Alla fine del XIX secolo le proprietà dell’Universo, descritte dalla fisica classica, sembravano ormai delineate. Infatti, tutto l’insieme dei fenomeni gravitazionali era perfettamente descritto dalla teoria di Newton; la termodinamica aveva permesso di capire i fenomeni termici e di costruire macchine sempre più efficienti e affidabili. Nonostante alcune cose non fossero chiarite, nessuno sospettava che, nei venti anni successivi, la fisica avrebbe subito una vera e propria rivoluzione.
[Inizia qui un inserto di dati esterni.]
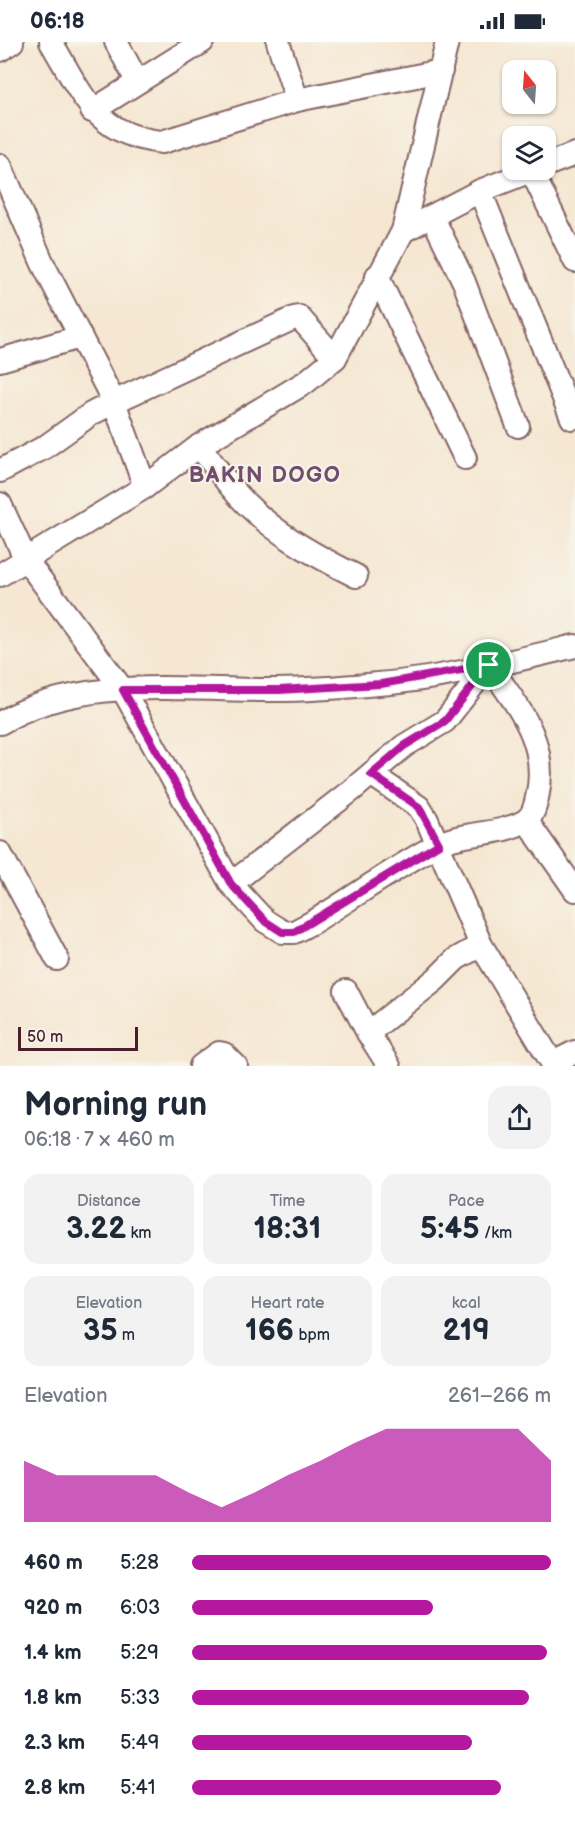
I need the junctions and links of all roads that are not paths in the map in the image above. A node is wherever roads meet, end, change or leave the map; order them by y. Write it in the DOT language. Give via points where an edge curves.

Una delle teorie che sconvolse la fisica classica e individuò i limiti di questa, fu la teoria di Planck.

Max Planck dimostrò che è possibile ottenere una distribuzione R(λ, T) coerente con i dati sperimentali, ammettendo che gli atomi del corpo nero – oggetto capace di assorbire completamente onde elettromagnetiche di qualunque lunghezza d’onda - assorbano (o emettano) energia soltanto in quantità E che sono multipli interi di un valore minimo E = nhf dove n è un intero positivo e h è la costante di Planck (h = 6,62618·10-34) in quanto la distribuzione spettrale dell’intensità di irraggiamento calcolata sulla base dell’elettromagnetismo classico non era assolutamente in accordo con i dati sperimentali. Ciascuno di questi «pacchetti di energia» è detto quanto del campo elettromagnetico o, semplicemente, quanto.

Poiché i “quanti” sono discontinui e si comportano secondo leggi che variano, la teoria dei quanti si presta a soluzioni di tipo probabilistico e statistico: il ricercatore deve rinunciare a definire le leggi della materia e può cogliere solo delle ricorrenze statistiche e fare ipotesi basate sul calcolo della probabilità.